-- GIVEN INFORMATION follows --
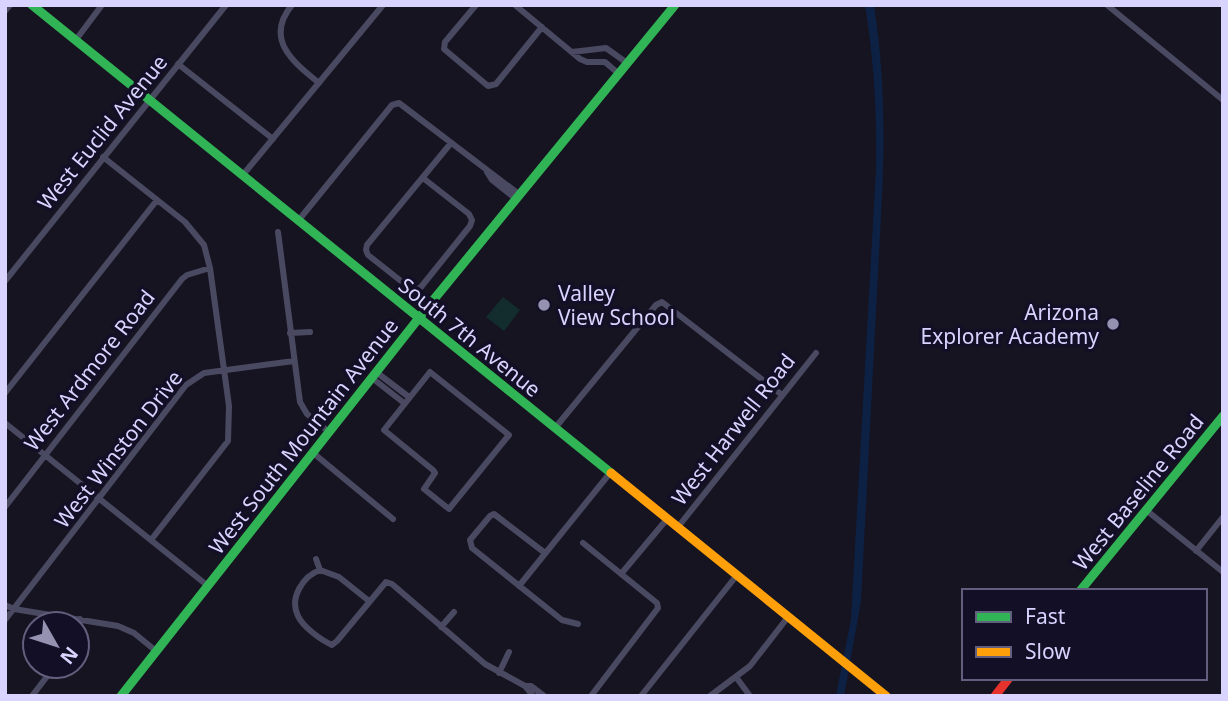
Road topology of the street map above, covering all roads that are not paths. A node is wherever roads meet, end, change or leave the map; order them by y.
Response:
1 (10, 5) edge
2 (32, 5) edge
3 (102, 5) edge
4 (226, 5) edge
5 (292, 5) edge
6 (383, 5) edge
7 (476, 5) edge
8 (515, 5) edge
9 (675, 5) edge
10 (1107, 5) edge
11 (5, 11) edge
12 (542, 27) junction
13 (75, 41) junction
14 (603, 48) junction
15 (572, 51) junction
16 (602, 61) junction
17 (627, 63) junction
18 (178, 64) junction
19 (619, 74) junction
20 (319, 83) junction
21 (149, 100) junction
22 (1223, 100) edge
23 (273, 139) junction
24 (451, 143) junction
25 (103, 157) junction
26 (242, 176) junction
27 (423, 177) junction
28 (518, 197) junction
29 (157, 200) junction
30 (298, 221) junction
31 (278, 232) dead end
32 (210, 268) junction
33 (5, 281) edge
34 (419, 317) junction
35 (310, 332) dead end
36 (290, 333) junction
37 (816, 352) dead end
38 (294, 361) junction
39 (223, 369) junction
40 (374, 375) junction
41 (5, 393) edge
42 (782, 396) junction
43 (406, 400) junction
44 (1223, 416) edge
45 (5, 423) edge
46 (555, 428) junction
47 (329, 432) junction
48 (312, 452) junction
49 (44, 454) junction
50 (610, 472) junction
51 (98, 498) junction
52 (5, 507) edge
53 (1146, 510) junction
54 (1223, 517) edge
55 (393, 519) dead end
56 (667, 519) junction
57 (677, 527) junction
58 (151, 540) junction
59 (583, 543) dead end
60 (1196, 551) junction
61 (545, 553) junction
62 (316, 559) dead end
63 (320, 570) junction
64 (1223, 572) edge
65 (621, 574) junction
66 (737, 575) junction
67 (208, 586) junction
68 (519, 586) junction
69 (1082, 589) edge
70 (369, 601) junction
71 (5, 606) edge
72 (14, 609) junction
73 (21, 610) edge
74 (454, 612) dead end
75 (788, 617) junction
76 (5, 620) edge
77 (91, 622) edge
78 (578, 624) dead end
79 (442, 627) junction
80 (156, 651) junction
81 (509, 652) dead end
82 (499, 673) junction
83 (736, 677) junction
84 (44, 680) edge
85 (1007, 680) edge
86 (534, 693) edge
87 (32, 696) edge
88 (121, 696) edge
89 (544, 696) edge
90 (591, 696) edge
91 (641, 696) edge
92 (710, 696) edge
93 (750, 696) edge
94 (886, 696) edge
95 (995, 696) edge

1 - 11 street
2 - 13 street, South 7th Avenue
3 - 13 street
4 - 18 street, West Euclid Avenue
5 - 20 street
6 - 20 street
7 - 12 street
8 - 12 street
9 - 17 street, West South Mountain Avenue
10 - 22 street
12 - 15 street
13 - 21 street, South 7th Avenue
14 - 15 street
14 - 16 street
14 - 17 street
15 - 16 street
16 - 19 street
17 - 19 street, West South Mountain Avenue
18 - 21 street, West Euclid Avenue
18 - 23 street
19 - 28 street, West South Mountain Avenue
20 - 23 street
21 - 25 street, West Euclid Avenue
21 - 26 street, South 7th Avenue
23 - 26 street
24 - 27 street
24 - 28 street
24 - 30 street
25 - 29 street
25 - 33 street, West Euclid Avenue
26 - 30 street, South 7th Avenue
27 - 27 street
28 - 34 street, West South Mountain Avenue
29 - 32 street
29 - 41 street
30 - 34 street, South 7th Avenue
31 - 36 street
32 - 39 street
32 - 49 street, West Ardmore Road
34 - 40 street, West South Mountain Avenue
34 - 46 street, South 7th Avenue
35 - 36 street
36 - 38 street
37 - 42 street, West Harwell Road
38 - 39 street, West Winston Drive
38 - 47 street
39 - 51 street, West Winston Drive
39 - 58 street
40 - 43 street
40 - 47 street, West South Mountain Avenue
42 - 46 street
42 - 57 street, West Harwell Road
43 - 43 street
44 - 53 street, West Baseline Road
45 - 49 street
46 - 50 street, South 7th Avenue
47 - 48 street, West South Mountain Avenue
48 - 55 street
48 - 67 street, West South Mountain Avenue
49 - 51 street
49 - 52 street, West Ardmore Road
50 - 56 street, South 7th Avenue
50 - 61 street
51 - 58 street
51 - 72 street, West Winston Drive
53 - 60 street
53 - 69 street, West Baseline Road
54 - 60 street
56 - 57 street, South 7th Avenue
56 - 65 street
57 - 66 street, South 7th Avenue
58 - 67 street
59 - 65 street
60 - 64 street
61 - 68 street
61 - 68 street
62 - 63 street
63 - 70 street
63 - 70 street
65 - 90 street
66 - 75 street, South 7th Avenue
66 - 91 street
67 - 80 street, West South Mountain Avenue
68 - 78 street
70 - 79 street
71 - 72 street
72 - 73 street
72 - 76 street, West Winston Drive
74 - 79 street
75 - 83 street
75 - 94 street, South 7th Avenue
77 - 80 street
79 - 82 street
80 - 88 street, West South Mountain Avenue
81 - 82 street
82 - 86 street
83 - 92 street
83 - 93 street
84 - 87 street
85 - 95 street
86 - 89 street

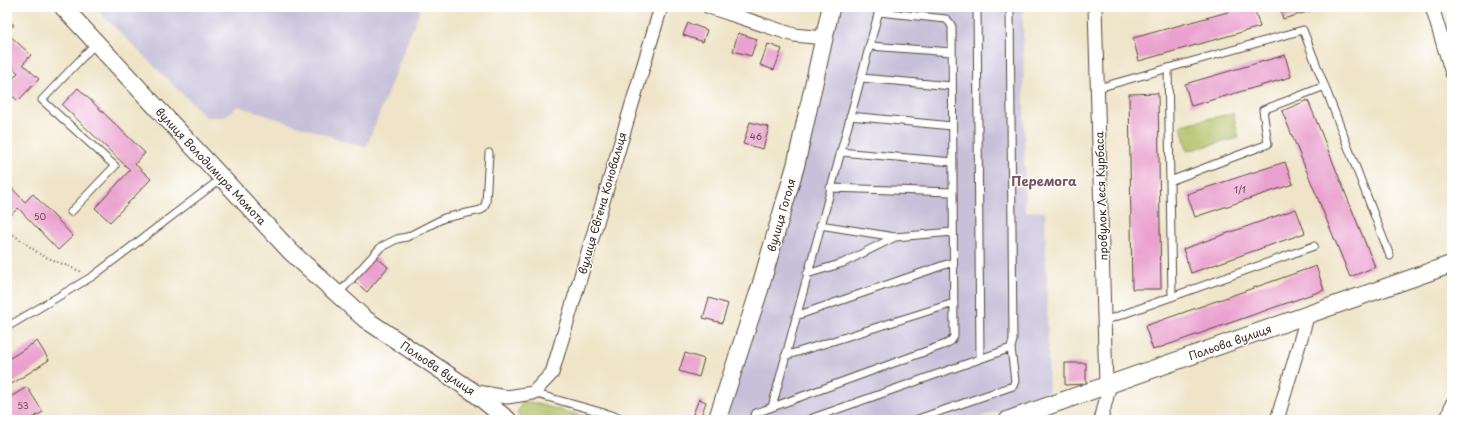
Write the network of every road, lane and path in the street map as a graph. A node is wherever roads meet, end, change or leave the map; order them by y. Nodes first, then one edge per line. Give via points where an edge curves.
1 (63, 7) edge
2 (660, 7) edge
3 (709, 7) edge
4 (831, 7) edge
5 (977, 7) edge
6 (1010, 7) edge
7 (1095, 7) edge
8 (1432, 7) edge
9 (879, 10) edge
10 (824, 38) junction
11 (96, 42) junction
12 (869, 46) junction
13 (952, 52) junction
14 (1168, 68) junction
15 (1452, 73) edge
16 (861, 78) junction
17 (952, 86) junction
18 (1325, 86) junction
19 (1098, 88) junction
20 (850, 116) junction
21 (952, 126) junction
22 (840, 152) junction
23 (489, 153) dead end
24 (953, 162) junction
25 (222, 178) junction
26 (1170, 181) junction
27 (830, 188) junction
28 (953, 192) junction
29 (71, 212) dead end
30 (820, 225) junction
31 (7, 230) edge
32 (953, 232) junction
33 (895, 237) junction
34 (1314, 246) dead end
35 (1390, 256) dead end
36 (953, 262) junction
37 (1452, 264) edge
38 (807, 274) junction
39 (93, 276) junction
40 (338, 294) junction
41 (1172, 297) junction
42 (954, 303) junction
43 (1308, 314) junction
44 (796, 316) junction
45 (365, 319) joint
46 (1104, 321) junction
47 (7, 327) edge
48 (1011, 348) junction
49 (785, 356) junction
50 (980, 358) junction
51 (1108, 384) junction
52 (472, 390) junction
53 (533, 393) junction
54 (1452, 404) edge
55 (772, 407) junction
56 (508, 420) edge
57 (629, 420) edge
58 (717, 420) edge
59 (752, 420) edge
60 (806, 420) edge
61 (915, 420) edge
62 (1008, 420) edge
63 (1101, 420) edge
64 (1277, 420) edge
65 (1447, 420) edge

1 - 11 street, вулиця Володимира Момота
2 - 53 street, вулиця Євгена Коновальця via 552,373
3 - 10 street via 794,35
4 - 10 street, вулиця Гоголя
5 - 50 lane
6 - 48 lane via 1013,340
7 - 19 street, провулок Леся Курбаса
8 - 15 street
9 - 12 lane
9 - 13 lane via 946,20 952,27
10 - 58 street, вулиця Гоголя via 796,164 760,288
11 - 25 street, вулиця Володимира Момота
11 - 29 lane via 42,100 115,166
12 - 13 lane
12 - 16 lane
13 - 17 lane
14 - 18 lane via 1303,30
14 - 19 lane
14 - 26 lane
16 - 17 lane
16 - 20 lane
17 - 21 lane
18 - 26 lane via 1263,110 1268,144
18 - 35 lane
19 - 46 street, провулок Леся Курбаса
20 - 21 lane
20 - 22 lane
21 - 24 lane
22 - 24 lane
22 - 27 lane
23 - 40 lane via 486,202 481,210 444,218 381,247
24 - 28 lane
25 - 39 lane
25 - 40 street, вулиця Володимира Момота via 291,252
26 - 41 lane
27 - 28 lane
27 - 30 lane
28 - 32 lane
30 - 33 lane
30 - 38 lane
31 - 39 path via 41,255
32 - 33 lane
32 - 36 lane
33 - 38 lane via 843,263
34 - 41 lane
36 - 42 lane
36 - 44 lane
37 - 43 street, Польова вулиця
38 - 44 lane
39 - 47 lane
40 - 45 street, вулиця Володимира Момота
41 - 46 lane
42 - 49 lane
42 - 55 lane via 954,336 951,341
43 - 51 street, Польова вулиця
43 - 64 street
44 - 49 lane
45 - 52 street, Польова вулиця
46 - 51 street, провулок Леся Курбаса
48 - 50 lane
48 - 61 lane via 1015,381 1013,386
49 - 55 lane
50 - 60 lane
51 - 62 street, Польова вулиця
51 - 63 street, провулок Леся Курбаса
52 - 53 street via 507,397
52 - 56 street, Польова вулиця
53 - 57 lane
54 - 65 street
55 - 59 lane via 756,413

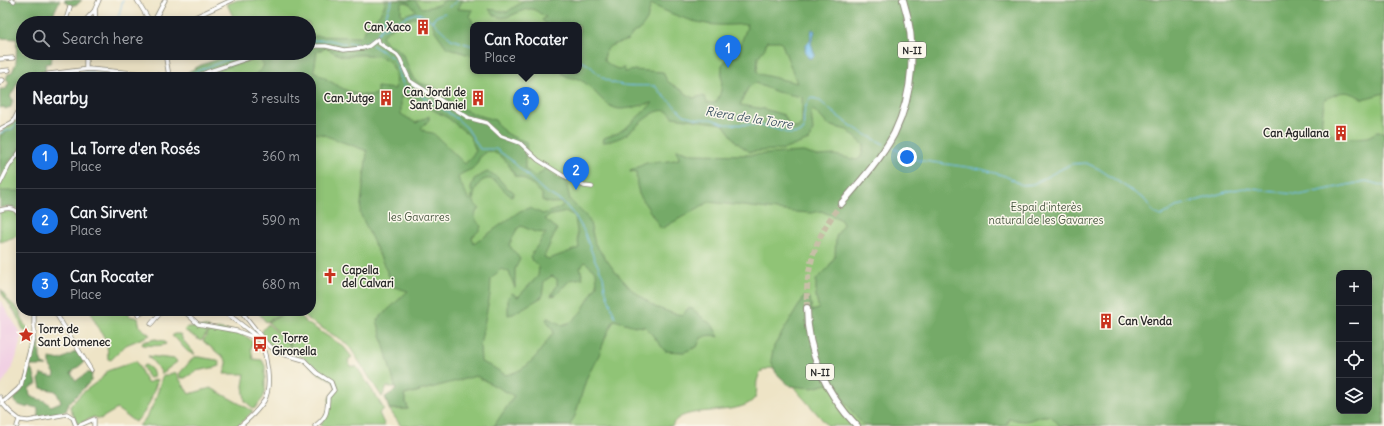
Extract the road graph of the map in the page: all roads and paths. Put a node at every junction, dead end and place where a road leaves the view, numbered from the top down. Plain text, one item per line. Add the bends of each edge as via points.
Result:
1 (99, 0) edge
2 (137, 0) edge
3 (165, 0) edge
4 (232, 0) edge
5 (903, 0) edge
6 (70, 7) dead end
7 (95, 9) junction
8 (67, 16) edge
9 (89, 16) edge
10 (96, 16) edge
11 (147, 16) edge
12 (156, 16) edge
13 (197, 16) edge
14 (316, 46) edge
15 (13, 58) dead end
16 (0, 59) edge
17 (86, 60) edge
18 (167, 60) edge
19 (243, 60) edge
20 (86, 69) junction
21 (9, 70) dead end
22 (0, 71) edge
23 (64, 72) edge
24 (123, 72) edge
25 (171, 72) edge
26 (207, 72) edge
27 (0, 80) edge
28 (0, 83) edge
29 (16, 116) edge
30 (0, 129) edge
31 (16, 157) edge
32 (0, 184) edge
33 (592, 187) dead end
34 (840, 204) tunnel mouth
35 (0, 210) edge
36 (16, 211) edge
37 (807, 308) tunnel mouth
38 (34, 316) edge
39 (58, 316) edge
40 (158, 316) edge
41 (189, 316) edge
42 (231, 316) edge
43 (245, 316) edge
44 (151, 324) dead end
45 (261, 339) junction
46 (91, 370) dead end
47 (0, 397) edge
48 (2, 403) junction
49 (19, 420) junction
50 (17, 426) edge
51 (77, 426) edge
52 (94, 426) edge
53 (240, 426) edge
54 (315, 426) edge
55 (857, 426) edge

1 - 7 street
2 - 11 street
3 - 12 street
4 - 13 street
5 - 34 highway, N-II via 910,26 911,72 897,127 872,166
6 - 8 street
7 - 9 street
7 - 10 street
14 - 33 street via 344,50 363,48 378,39 380,44 397,55 410,81 469,118 487,123 501,136 520,143 538,160 562,175
15 - 16 street
17 - 20 street
18 - 25 street
19 - 26 street
20 - 23 street
20 - 24 street
21 - 22 street
27 - 28 street via 3,80
29 - 30 street via 13,122
31 - 32 street
35 - 36 street
37 - 55 highway, N-II via 810,342 819,370 838,404
38 - 48 street via 34,334 21,385
39 - 46 street
40 - 44 street
41 - 45 street via 198,324 237,331
42 - 45 street
43 - 45 street
45 - 53 street via 267,367 267,394 261,405
45 - 54 street via 279,353 304,360 333,384 334,390 328,397 325,416
47 - 48 street
48 - 49 street
49 - 50 street
49 - 51 street via 67,414 73,418
51 - 52 street via 94,419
-- GIVEN INFORMATION concluded --
= WORK ORDER =
Your answer should be one number, the count of lines in the records that contain the string "every".

= EXPECTED ANSWER =
2